De nuevo, el joven lo estudió con la mirada, aquella mirada de puro fuego.
—¿Sabes cómo curarlo? —preguntó mientras cabeceaba en dirección al dragón—. Lo he intentado pero mis hechizos no funcionan.
—Sólo la magia sanadora de alto nivel es capaz de curar a un dragón —dijo Valga—. Pero no hay por qué preocuparse. Acabará sanando por sí solo. Tardará tiempo, pero sus heridas se curarán.
—¿Volverá a volar?
—Por supuesto que volverá a volar —le aseguró—. Aunque puede que yo no llegue a verlo.
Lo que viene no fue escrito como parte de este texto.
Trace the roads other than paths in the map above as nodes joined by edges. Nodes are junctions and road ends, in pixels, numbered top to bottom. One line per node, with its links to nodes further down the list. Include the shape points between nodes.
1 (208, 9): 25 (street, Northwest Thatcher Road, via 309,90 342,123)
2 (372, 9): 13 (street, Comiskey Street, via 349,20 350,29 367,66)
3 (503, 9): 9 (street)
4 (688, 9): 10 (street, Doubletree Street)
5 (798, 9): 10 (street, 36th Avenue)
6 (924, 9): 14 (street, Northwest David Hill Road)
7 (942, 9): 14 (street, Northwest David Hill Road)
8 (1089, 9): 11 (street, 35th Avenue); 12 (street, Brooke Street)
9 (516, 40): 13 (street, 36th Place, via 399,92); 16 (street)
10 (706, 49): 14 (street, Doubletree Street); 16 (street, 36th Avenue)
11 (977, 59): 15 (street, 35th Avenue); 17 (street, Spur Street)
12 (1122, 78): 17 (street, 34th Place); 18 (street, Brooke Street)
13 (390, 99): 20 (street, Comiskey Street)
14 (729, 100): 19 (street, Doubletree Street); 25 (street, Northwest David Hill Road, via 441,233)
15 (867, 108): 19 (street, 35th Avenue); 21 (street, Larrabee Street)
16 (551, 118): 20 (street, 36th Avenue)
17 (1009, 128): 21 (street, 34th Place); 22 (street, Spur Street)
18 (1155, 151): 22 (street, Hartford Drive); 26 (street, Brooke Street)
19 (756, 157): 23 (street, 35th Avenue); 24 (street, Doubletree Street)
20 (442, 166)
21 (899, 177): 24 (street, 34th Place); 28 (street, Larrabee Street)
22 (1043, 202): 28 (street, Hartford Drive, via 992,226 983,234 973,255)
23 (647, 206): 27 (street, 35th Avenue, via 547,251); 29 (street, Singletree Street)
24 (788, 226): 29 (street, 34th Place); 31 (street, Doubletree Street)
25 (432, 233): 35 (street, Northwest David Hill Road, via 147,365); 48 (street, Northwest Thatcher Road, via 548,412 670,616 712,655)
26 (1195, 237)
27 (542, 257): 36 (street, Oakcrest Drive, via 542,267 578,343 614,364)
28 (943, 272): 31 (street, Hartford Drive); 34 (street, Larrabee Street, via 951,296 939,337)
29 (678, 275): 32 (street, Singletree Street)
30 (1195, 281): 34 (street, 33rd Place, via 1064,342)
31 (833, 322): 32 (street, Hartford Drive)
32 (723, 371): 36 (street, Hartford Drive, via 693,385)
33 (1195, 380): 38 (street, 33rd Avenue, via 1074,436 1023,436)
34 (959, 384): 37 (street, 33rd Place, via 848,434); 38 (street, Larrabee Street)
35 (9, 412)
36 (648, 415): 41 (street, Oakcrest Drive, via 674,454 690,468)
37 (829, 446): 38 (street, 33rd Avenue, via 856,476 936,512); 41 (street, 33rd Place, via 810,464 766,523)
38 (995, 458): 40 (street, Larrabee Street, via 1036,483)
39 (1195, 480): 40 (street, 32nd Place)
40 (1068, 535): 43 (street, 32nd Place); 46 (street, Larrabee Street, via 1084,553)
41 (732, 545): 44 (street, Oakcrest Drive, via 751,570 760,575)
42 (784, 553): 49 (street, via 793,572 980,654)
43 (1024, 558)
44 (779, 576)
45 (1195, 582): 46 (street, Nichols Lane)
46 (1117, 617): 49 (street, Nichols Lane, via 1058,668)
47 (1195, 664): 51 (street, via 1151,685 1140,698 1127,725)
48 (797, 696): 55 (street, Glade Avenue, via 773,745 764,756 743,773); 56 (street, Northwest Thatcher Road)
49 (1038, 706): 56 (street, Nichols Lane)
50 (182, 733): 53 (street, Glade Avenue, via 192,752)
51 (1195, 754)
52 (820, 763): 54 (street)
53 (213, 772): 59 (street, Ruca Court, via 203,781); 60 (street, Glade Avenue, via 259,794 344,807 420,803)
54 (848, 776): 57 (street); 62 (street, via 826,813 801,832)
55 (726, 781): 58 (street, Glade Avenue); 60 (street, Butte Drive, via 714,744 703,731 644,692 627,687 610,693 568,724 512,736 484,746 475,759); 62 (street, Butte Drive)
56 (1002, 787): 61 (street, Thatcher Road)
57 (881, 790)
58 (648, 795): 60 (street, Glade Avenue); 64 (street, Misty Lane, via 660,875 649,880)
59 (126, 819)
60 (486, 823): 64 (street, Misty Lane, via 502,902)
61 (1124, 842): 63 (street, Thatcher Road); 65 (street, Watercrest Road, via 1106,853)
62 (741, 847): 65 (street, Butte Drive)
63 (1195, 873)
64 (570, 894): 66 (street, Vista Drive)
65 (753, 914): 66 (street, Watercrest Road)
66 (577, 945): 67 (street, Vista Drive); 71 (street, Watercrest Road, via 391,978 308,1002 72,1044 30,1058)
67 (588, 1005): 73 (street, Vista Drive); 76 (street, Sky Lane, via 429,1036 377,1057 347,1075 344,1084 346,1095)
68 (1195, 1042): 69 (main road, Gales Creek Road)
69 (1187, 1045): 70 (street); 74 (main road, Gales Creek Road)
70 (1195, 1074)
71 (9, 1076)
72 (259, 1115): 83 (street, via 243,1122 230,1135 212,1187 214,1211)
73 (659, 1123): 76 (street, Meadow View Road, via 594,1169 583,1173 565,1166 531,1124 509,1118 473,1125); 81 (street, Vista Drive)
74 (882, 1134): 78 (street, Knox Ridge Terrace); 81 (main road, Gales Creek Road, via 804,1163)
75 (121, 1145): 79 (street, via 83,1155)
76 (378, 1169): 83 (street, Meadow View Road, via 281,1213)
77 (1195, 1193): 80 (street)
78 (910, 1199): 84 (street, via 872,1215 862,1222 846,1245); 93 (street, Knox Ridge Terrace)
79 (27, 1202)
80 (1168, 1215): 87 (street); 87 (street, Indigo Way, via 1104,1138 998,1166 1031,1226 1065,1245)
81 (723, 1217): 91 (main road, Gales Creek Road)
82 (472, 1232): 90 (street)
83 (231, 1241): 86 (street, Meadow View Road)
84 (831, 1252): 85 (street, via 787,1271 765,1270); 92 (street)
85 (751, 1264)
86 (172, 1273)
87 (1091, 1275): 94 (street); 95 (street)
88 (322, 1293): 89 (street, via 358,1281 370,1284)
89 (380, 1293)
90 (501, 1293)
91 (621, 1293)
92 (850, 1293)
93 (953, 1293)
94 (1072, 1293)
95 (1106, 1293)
La vida se me escapa y no hay magia, por poderosa que sea, capaz de curar la vejez que me desarma —le miró, y todo él, postura, voz y mirada, se convirtió en una súplica desesperada—. Por favor, piromante, permitidme permanecer con vos. Aún puedo preparar ungüentos que aceleren la curación del dragón, y aunque las manos me tiemblen nada me gustaría más que abrillantar sus escamas y masajear la carne para facilitar el brote de las nuevas…
—Piromante… —murmuró el joven. Ni siquiera parecía haber escuchado lo que le había dicho a partir de esa palabra—. ¿Eso soy?, ¿en eso me he convertido?
—Eso sois —contestó él—. La Luna Roja os ha bendecido con el poder del fuego. Sois un piromante, un brujo de la llama y la ceniza. El primero que camina en Rocavarancolia tras la muerte de Arador Sala.
—¿Puedes contarme más cosas sobre mí? ¿Sobre lo que puedo hacer? —los ojos le brillaban con una luz nueva—. ¿Quién era ese Arador Sala? ¿Tenía un dragón como yo?
Valga Melquíades sonrió.
—Puedo contaros todo lo que queráis saber. He vivido noventa y tres años en esta ciudad y sé más cosas de las que podéis imaginar —asintió con decisión—. Os hablaré de piromantes, de dragones, de todo lo que se os antoje. Pero dejad que me quede junto a vos…
El joven hizo un movimiento ambiguo con la cabeza, algo que no terminaba de ser asentimiento ni negativa. Luego le dio la espalda y echó a andar. El dragón soltó un gruñido y lo siguió. Valga Melquíades se quedó inmóvil, absorto al contemplar cómo el dragón pasaba ante él. La sombra de la bestia lo envolvió como un sudario.
—Está bien, dragonero —dijo el piromante—. Acepto el trato. Me contarás todo lo que quiera saber y a cambio te dejaré jugar con la mierda del dragón.